Wie waren die Reaktionen, als Sie mit der Auszeichnung zurückkamen?

Schuh: Unterschiedlich. Viele waren total aus dem Häuschen und haben sich darüber gefreut. Es gab aber auch Desinteresse.


Was werden Sie nach der Lehre machen?

Schuh: Bis Ende Juli werde ich noch im schönen Franken bleiben. Bis Ende September werde ich zurück in den elterlichen Betrieb gehen um die Weinfest-Saison und den Anfang der Weinlese 2009 mitzuerleben.
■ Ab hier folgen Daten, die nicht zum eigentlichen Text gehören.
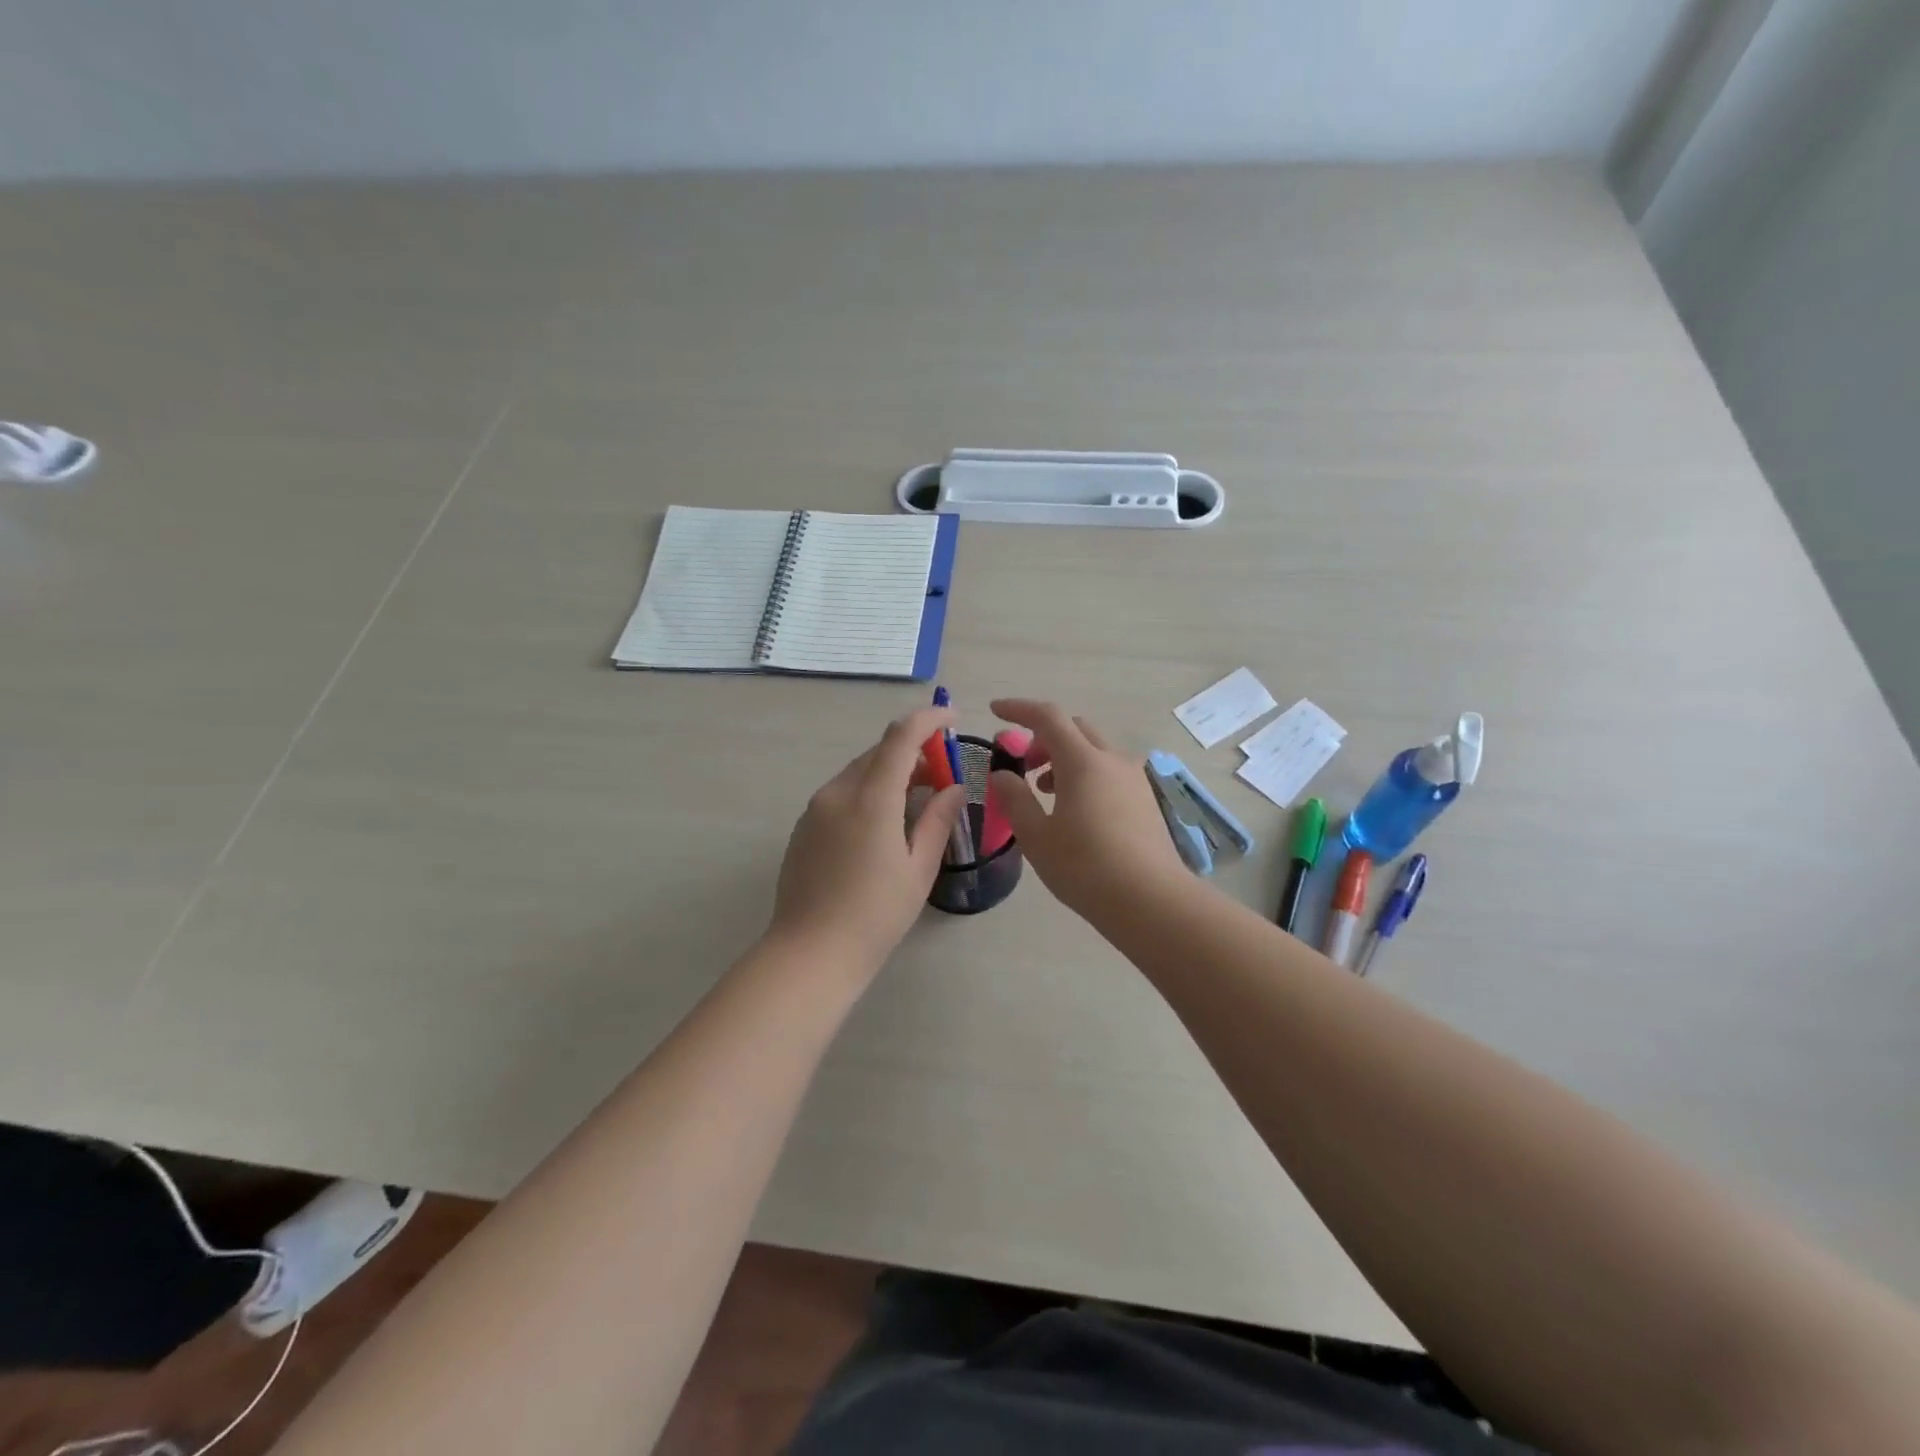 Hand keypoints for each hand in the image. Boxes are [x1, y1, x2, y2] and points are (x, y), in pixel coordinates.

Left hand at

Am 24. September startet dann mein Flieger nach Neuseeland, um mich dort über den Weinbau zu informieren. 2010 möchte ich mit der Weiterbildung zum Techniker für Weinbau und Kellerwirtschaft in Weinsberg beginnen.

Wie sehen Sie ihre weitere Zukunft?

Schuh: Nach dem Abschluss des Weinbautechnikers werde in Sachsen im Steilhang oder im Keller stehen, um zusammen mit meinem Vater und unseren Mitarbeitern jedes Jahr das Maximum heraus zu holen. Wir haben zusätzlich zum Weingut in Meißen noch ein Weincafé und Gästezimmer: www.weinhaus-schuh.de. Ich finde es gut, wenn unsere Kunden einen Bezug zu unseren Weinen und auch zu den Menschen dahinter haben. Mein Ziel ist es, das was meine Eltern mit ihren Händen mühselig aufgebaut haben, mit meiner Schwester weiter zu führen.

Mein perfekter Wein sieht so aus ...

Schuh: Wenn es bei dieser Frage um den Wein geht, den ich gerne trinke, kann man das in drei Kategorien einteilen: Eine junge, spritzige Weißwein – Cuvée in der Sauvignon blanc enthalten ist. Ein Grauburgunder, vielleicht aus dem Holzfass. Ein kräftiger Spätburgunder, der eine Zeit im Barrique geschlummert hat. Ansonsten ist für mich der Wein perfekt, an dem ich selber nichts mehr auszusetzen habe. Mein Wein muss nicht mir alleine schmecken: Die den Wein trinken, müssen ihn perfekt finden. Wenn ich weiß, dass ich alles gegeben habe.